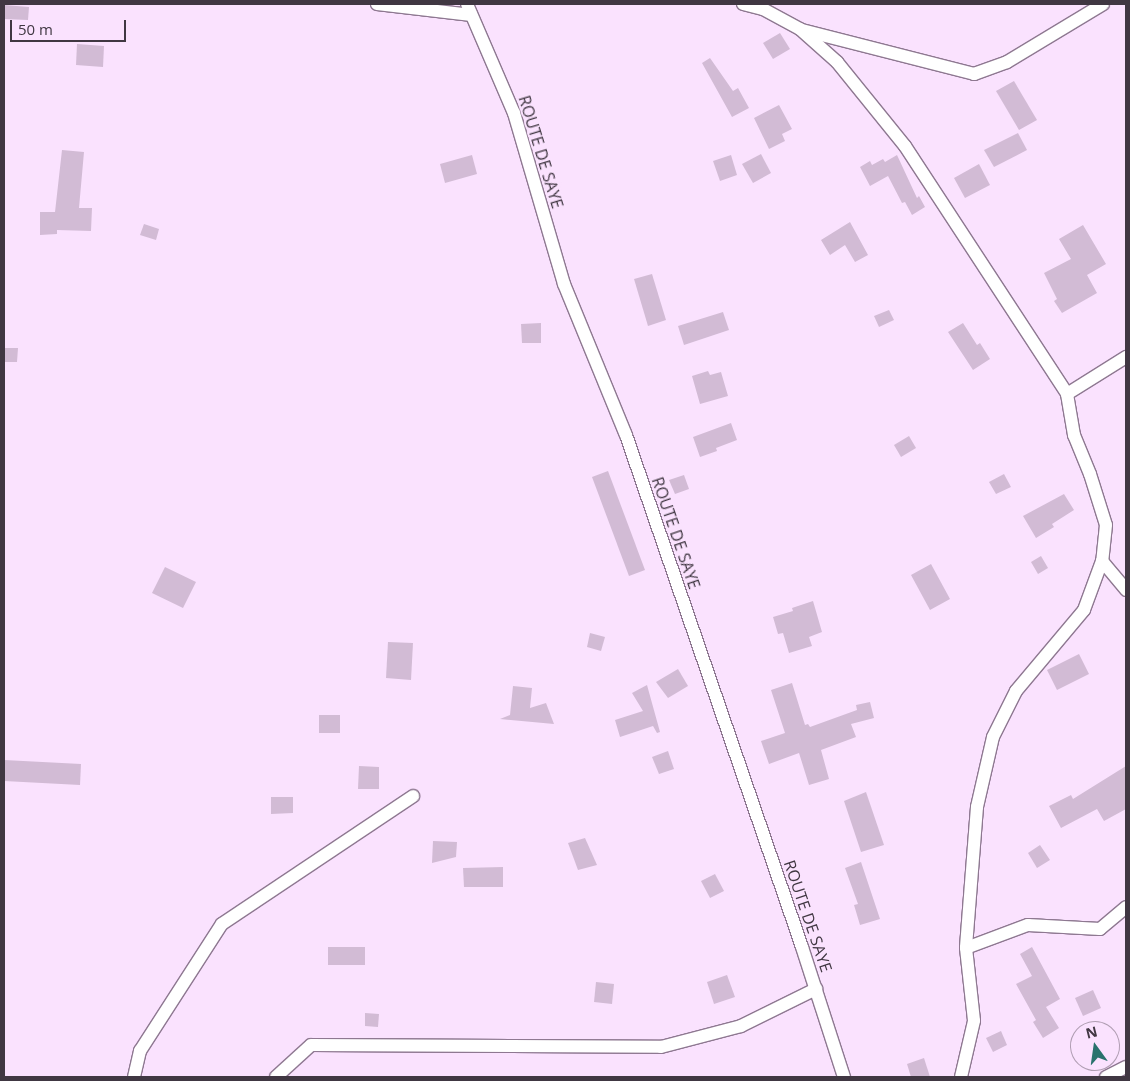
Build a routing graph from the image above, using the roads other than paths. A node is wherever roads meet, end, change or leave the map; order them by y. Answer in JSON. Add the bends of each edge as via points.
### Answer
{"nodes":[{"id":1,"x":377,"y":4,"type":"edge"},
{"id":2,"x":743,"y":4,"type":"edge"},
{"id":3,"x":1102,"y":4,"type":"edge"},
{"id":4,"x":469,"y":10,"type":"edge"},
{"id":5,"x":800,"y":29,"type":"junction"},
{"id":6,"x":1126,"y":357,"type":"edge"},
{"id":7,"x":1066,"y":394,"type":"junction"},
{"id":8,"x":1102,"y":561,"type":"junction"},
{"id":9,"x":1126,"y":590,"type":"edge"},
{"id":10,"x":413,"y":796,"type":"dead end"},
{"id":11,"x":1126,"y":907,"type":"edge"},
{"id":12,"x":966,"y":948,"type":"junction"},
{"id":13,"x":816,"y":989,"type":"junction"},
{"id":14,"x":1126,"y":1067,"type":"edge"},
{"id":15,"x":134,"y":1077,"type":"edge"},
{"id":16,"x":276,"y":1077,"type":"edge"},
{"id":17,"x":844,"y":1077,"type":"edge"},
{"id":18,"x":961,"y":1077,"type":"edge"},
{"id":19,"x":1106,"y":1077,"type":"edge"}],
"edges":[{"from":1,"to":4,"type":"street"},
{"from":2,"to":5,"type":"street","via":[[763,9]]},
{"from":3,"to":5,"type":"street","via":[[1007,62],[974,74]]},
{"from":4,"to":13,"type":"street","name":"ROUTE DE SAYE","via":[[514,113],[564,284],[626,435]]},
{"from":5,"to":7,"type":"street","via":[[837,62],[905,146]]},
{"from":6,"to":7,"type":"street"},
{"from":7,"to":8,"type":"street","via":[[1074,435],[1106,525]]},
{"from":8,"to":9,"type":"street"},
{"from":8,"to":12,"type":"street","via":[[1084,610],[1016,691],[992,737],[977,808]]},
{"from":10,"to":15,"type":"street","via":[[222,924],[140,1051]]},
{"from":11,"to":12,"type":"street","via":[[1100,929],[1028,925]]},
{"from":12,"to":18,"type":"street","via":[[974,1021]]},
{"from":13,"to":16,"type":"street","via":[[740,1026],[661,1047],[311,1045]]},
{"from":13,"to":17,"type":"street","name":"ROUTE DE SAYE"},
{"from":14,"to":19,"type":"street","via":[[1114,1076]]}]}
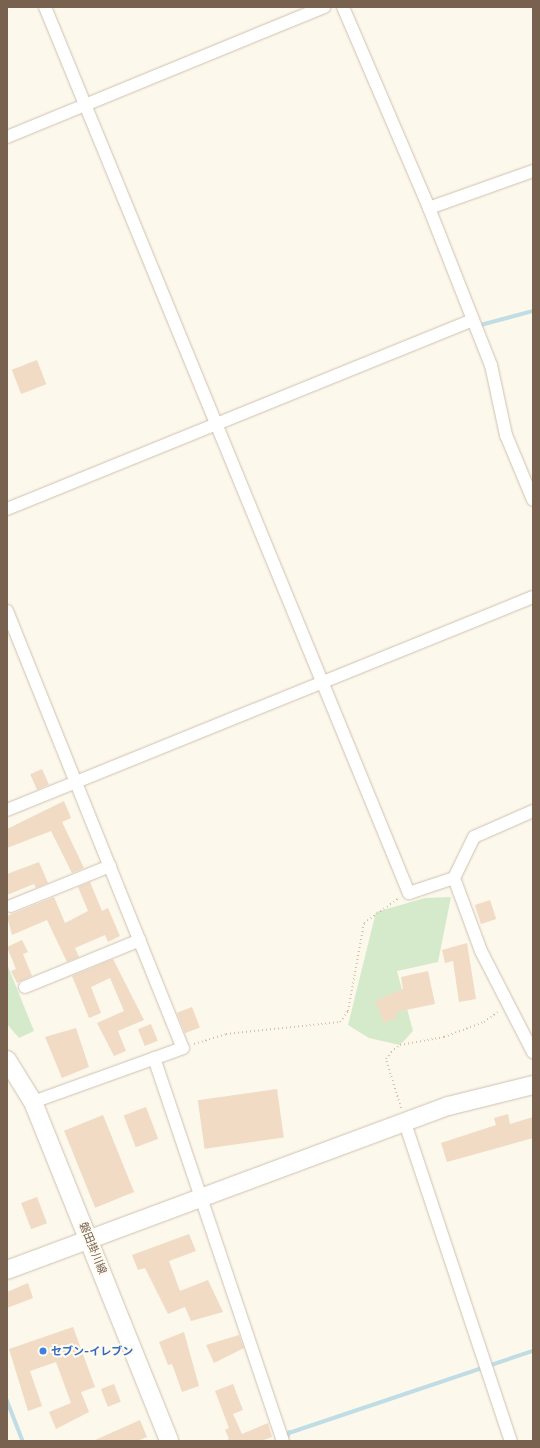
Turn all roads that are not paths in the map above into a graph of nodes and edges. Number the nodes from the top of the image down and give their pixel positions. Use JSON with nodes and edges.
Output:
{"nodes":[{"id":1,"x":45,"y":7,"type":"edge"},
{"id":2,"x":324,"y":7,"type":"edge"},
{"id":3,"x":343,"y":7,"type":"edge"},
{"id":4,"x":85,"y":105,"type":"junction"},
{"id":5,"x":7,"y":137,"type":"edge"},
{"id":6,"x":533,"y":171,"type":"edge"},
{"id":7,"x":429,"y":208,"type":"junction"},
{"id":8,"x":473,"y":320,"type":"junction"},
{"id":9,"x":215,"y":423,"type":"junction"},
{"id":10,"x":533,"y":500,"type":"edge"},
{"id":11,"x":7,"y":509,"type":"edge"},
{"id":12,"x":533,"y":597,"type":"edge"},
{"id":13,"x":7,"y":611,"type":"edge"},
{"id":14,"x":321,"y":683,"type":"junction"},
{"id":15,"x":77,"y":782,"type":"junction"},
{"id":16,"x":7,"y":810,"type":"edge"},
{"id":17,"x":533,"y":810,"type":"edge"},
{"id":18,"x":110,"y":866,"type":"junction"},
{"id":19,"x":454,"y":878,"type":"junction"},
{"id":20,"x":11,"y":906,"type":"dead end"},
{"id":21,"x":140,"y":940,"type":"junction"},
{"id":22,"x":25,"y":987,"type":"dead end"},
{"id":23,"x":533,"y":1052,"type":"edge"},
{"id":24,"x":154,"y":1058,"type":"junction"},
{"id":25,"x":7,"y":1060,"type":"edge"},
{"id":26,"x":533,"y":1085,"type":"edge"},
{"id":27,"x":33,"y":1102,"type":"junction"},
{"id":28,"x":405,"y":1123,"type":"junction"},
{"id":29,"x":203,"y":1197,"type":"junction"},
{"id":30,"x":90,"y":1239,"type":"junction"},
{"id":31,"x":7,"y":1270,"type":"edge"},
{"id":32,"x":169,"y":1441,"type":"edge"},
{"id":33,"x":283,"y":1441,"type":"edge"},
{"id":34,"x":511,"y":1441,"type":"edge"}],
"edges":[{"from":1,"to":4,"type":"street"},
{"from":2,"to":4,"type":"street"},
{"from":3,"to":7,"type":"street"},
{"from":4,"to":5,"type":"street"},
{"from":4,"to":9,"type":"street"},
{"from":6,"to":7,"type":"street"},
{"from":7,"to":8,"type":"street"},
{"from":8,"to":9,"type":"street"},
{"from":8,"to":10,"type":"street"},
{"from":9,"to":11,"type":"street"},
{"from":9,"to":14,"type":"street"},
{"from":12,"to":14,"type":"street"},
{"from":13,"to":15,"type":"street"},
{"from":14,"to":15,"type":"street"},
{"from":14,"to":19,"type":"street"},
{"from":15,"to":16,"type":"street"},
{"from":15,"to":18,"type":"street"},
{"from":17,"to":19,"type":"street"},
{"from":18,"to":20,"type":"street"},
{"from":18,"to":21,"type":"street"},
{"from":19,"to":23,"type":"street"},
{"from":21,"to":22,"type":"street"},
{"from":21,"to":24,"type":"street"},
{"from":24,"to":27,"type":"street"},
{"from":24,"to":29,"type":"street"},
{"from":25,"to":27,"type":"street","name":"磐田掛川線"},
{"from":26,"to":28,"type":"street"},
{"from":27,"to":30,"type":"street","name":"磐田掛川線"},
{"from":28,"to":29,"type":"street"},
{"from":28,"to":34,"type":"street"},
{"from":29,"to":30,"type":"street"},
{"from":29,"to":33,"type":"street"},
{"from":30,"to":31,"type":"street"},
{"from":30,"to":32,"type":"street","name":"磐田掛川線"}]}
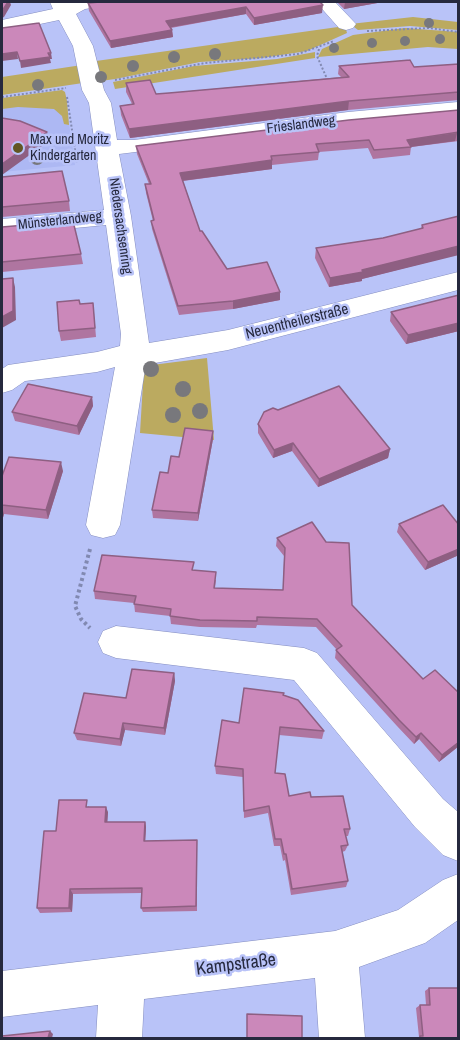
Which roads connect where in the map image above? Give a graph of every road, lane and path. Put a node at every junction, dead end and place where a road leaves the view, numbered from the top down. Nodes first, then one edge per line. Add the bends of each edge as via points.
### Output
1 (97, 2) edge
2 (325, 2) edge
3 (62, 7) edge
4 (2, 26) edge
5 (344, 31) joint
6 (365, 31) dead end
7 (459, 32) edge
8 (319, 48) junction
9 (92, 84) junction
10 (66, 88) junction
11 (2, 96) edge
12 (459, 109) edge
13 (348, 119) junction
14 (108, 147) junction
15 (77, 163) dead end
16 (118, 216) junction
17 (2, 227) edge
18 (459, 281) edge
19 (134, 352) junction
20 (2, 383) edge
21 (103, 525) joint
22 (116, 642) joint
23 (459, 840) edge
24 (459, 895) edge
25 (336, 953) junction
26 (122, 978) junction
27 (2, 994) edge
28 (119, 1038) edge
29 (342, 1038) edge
* * * * * * *
[Your task]
The expected output is the full material above, unaltered, with pictures removed.

[Result below]
Build a routing graph from the image above, using the roads other than paths. A node is wherever roads meet, end, change or leave the map; order them by y. Answer in JSON. Add the bends of each edge as via points.
### Answer
{"nodes":[{"id":1,"x":377,"y":4,"type":"edge"},
{"id":2,"x":743,"y":4,"type":"edge"},
{"id":3,"x":1102,"y":4,"type":"edge"},
{"id":4,"x":469,"y":10,"type":"edge"},
{"id":5,"x":800,"y":29,"type":"junction"},
{"id":6,"x":1126,"y":357,"type":"edge"},
{"id":7,"x":1066,"y":394,"type":"junction"},
{"id":8,"x":1102,"y":561,"type":"junction"},
{"id":9,"x":1126,"y":590,"type":"edge"},
{"id":10,"x":413,"y":796,"type":"dead end"},
{"id":11,"x":1126,"y":907,"type":"edge"},
{"id":12,"x":966,"y":948,"type":"junction"},
{"id":13,"x":816,"y":989,"type":"junction"},
{"id":14,"x":1126,"y":1067,"type":"edge"},
{"id":15,"x":134,"y":1077,"type":"edge"},
{"id":16,"x":276,"y":1077,"type":"edge"},
{"id":17,"x":844,"y":1077,"type":"edge"},
{"id":18,"x":961,"y":1077,"type":"edge"},
{"id":19,"x":1106,"y":1077,"type":"edge"}],
"edges":[{"from":1,"to":4,"type":"street"},
{"from":2,"to":5,"type":"street","via":[[763,9]]},
{"from":3,"to":5,"type":"street","via":[[1007,62],[974,74]]},
{"from":4,"to":13,"type":"street","name":"ROUTE DE SAYE","via":[[514,113],[564,284],[626,435]]},
{"from":5,"to":7,"type":"street","via":[[837,62],[905,146]]},
{"from":6,"to":7,"type":"street"},
{"from":7,"to":8,"type":"street","via":[[1074,435],[1106,525]]},
{"from":8,"to":9,"type":"street"},
{"from":8,"to":12,"type":"street","via":[[1084,610],[1016,691],[992,737],[977,808]]},
{"from":10,"to":15,"type":"street","via":[[222,924],[140,1051]]},
{"from":11,"to":12,"type":"street","via":[[1100,929],[1028,925]]},
{"from":12,"to":18,"type":"street","via":[[974,1021]]},
{"from":13,"to":16,"type":"street","via":[[740,1026],[661,1047],[311,1045]]},
{"from":13,"to":17,"type":"street","name":"ROUTE DE SAYE"},
{"from":14,"to":19,"type":"street","via":[[1114,1076]]}]}
Turn all roads that are not paths in the map above into a graph of nodes and edges. Number the nodes from the top of the image down and give their pixel positions. Use JSON with nodes and edges.
Output:
{"nodes":[{"id":1,"x":45,"y":7,"type":"edge"},
{"id":2,"x":324,"y":7,"type":"edge"},
{"id":3,"x":343,"y":7,"type":"edge"},
{"id":4,"x":85,"y":105,"type":"junction"},
{"id":5,"x":7,"y":137,"type":"edge"},
{"id":6,"x":533,"y":171,"type":"edge"},
{"id":7,"x":429,"y":208,"type":"junction"},
{"id":8,"x":473,"y":320,"type":"junction"},
{"id":9,"x":215,"y":423,"type":"junction"},
{"id":10,"x":533,"y":500,"type":"edge"},
{"id":11,"x":7,"y":509,"type":"edge"},
{"id":12,"x":533,"y":597,"type":"edge"},
{"id":13,"x":7,"y":611,"type":"edge"},
{"id":14,"x":321,"y":683,"type":"junction"},
{"id":15,"x":77,"y":782,"type":"junction"},
{"id":16,"x":7,"y":810,"type":"edge"},
{"id":17,"x":533,"y":810,"type":"edge"},
{"id":18,"x":110,"y":866,"type":"junction"},
{"id":19,"x":454,"y":878,"type":"junction"},
{"id":20,"x":11,"y":906,"type":"dead end"},
{"id":21,"x":140,"y":940,"type":"junction"},
{"id":22,"x":25,"y":987,"type":"dead end"},
{"id":23,"x":533,"y":1052,"type":"edge"},
{"id":24,"x":154,"y":1058,"type":"junction"},
{"id":25,"x":7,"y":1060,"type":"edge"},
{"id":26,"x":533,"y":1085,"type":"edge"},
{"id":27,"x":33,"y":1102,"type":"junction"},
{"id":28,"x":405,"y":1123,"type":"junction"},
{"id":29,"x":203,"y":1197,"type":"junction"},
{"id":30,"x":90,"y":1239,"type":"junction"},
{"id":31,"x":7,"y":1270,"type":"edge"},
{"id":32,"x":169,"y":1441,"type":"edge"},
{"id":33,"x":283,"y":1441,"type":"edge"},
{"id":34,"x":511,"y":1441,"type":"edge"}],
"edges":[{"from":1,"to":4,"type":"street"},
{"from":2,"to":4,"type":"street"},
{"from":3,"to":7,"type":"street"},
{"from":4,"to":5,"type":"street"},
{"from":4,"to":9,"type":"street"},
{"from":6,"to":7,"type":"street"},
{"from":7,"to":8,"type":"street"},
{"from":8,"to":9,"type":"street"},
{"from":8,"to":10,"type":"street"},
{"from":9,"to":11,"type":"street"},
{"from":9,"to":14,"type":"street"},
{"from":12,"to":14,"type":"street"},
{"from":13,"to":15,"type":"street"},
{"from":14,"to":15,"type":"street"},
{"from":14,"to":19,"type":"street"},
{"from":15,"to":16,"type":"street"},
{"from":15,"to":18,"type":"street"},
{"from":17,"to":19,"type":"street"},
{"from":18,"to":20,"type":"street"},
{"from":18,"to":21,"type":"street"},
{"from":19,"to":23,"type":"street"},
{"from":21,"to":22,"type":"street"},
{"from":21,"to":24,"type":"street"},
{"from":24,"to":27,"type":"street"},
{"from":24,"to":29,"type":"street"},
{"from":25,"to":27,"type":"street","name":"磐田掛川線"},
{"from":26,"to":28,"type":"street"},
{"from":27,"to":30,"type":"street","name":"磐田掛川線"},
{"from":28,"to":29,"type":"street"},
{"from":28,"to":34,"type":"street"},
{"from":29,"to":30,"type":"street"},
{"from":29,"to":33,"type":"street"},
{"from":30,"to":31,"type":"street"},
{"from":30,"to":32,"type":"street","name":"磐田掛川線"}]}
Which roads connect where in the map image above? Give a graph of every road, lane and path. Put a node at every junction, dead end and place where a road leaves the view, numbered from the top down. Nodes first, then one edge per line. Add the bends of each edge as via points.
### Output
1 (97, 2) edge
2 (325, 2) edge
3 (62, 7) edge
4 (2, 26) edge
5 (344, 31) joint
6 (365, 31) dead end
7 (459, 32) edge
8 (319, 48) junction
9 (92, 84) junction
10 (66, 88) junction
11 (2, 96) edge
12 (459, 109) edge
13 (348, 119) junction
14 (108, 147) junction
15 (77, 163) dead end
16 (118, 216) junction
17 (2, 227) edge
18 (459, 281) edge
19 (134, 352) junction
20 (2, 383) edge
21 (103, 525) joint
22 (116, 642) joint
23 (459, 840) edge
24 (459, 895) edge
25 (336, 953) junction
26 (122, 978) junction
27 (2, 994) edge
28 (119, 1038) edge
29 (342, 1038) edge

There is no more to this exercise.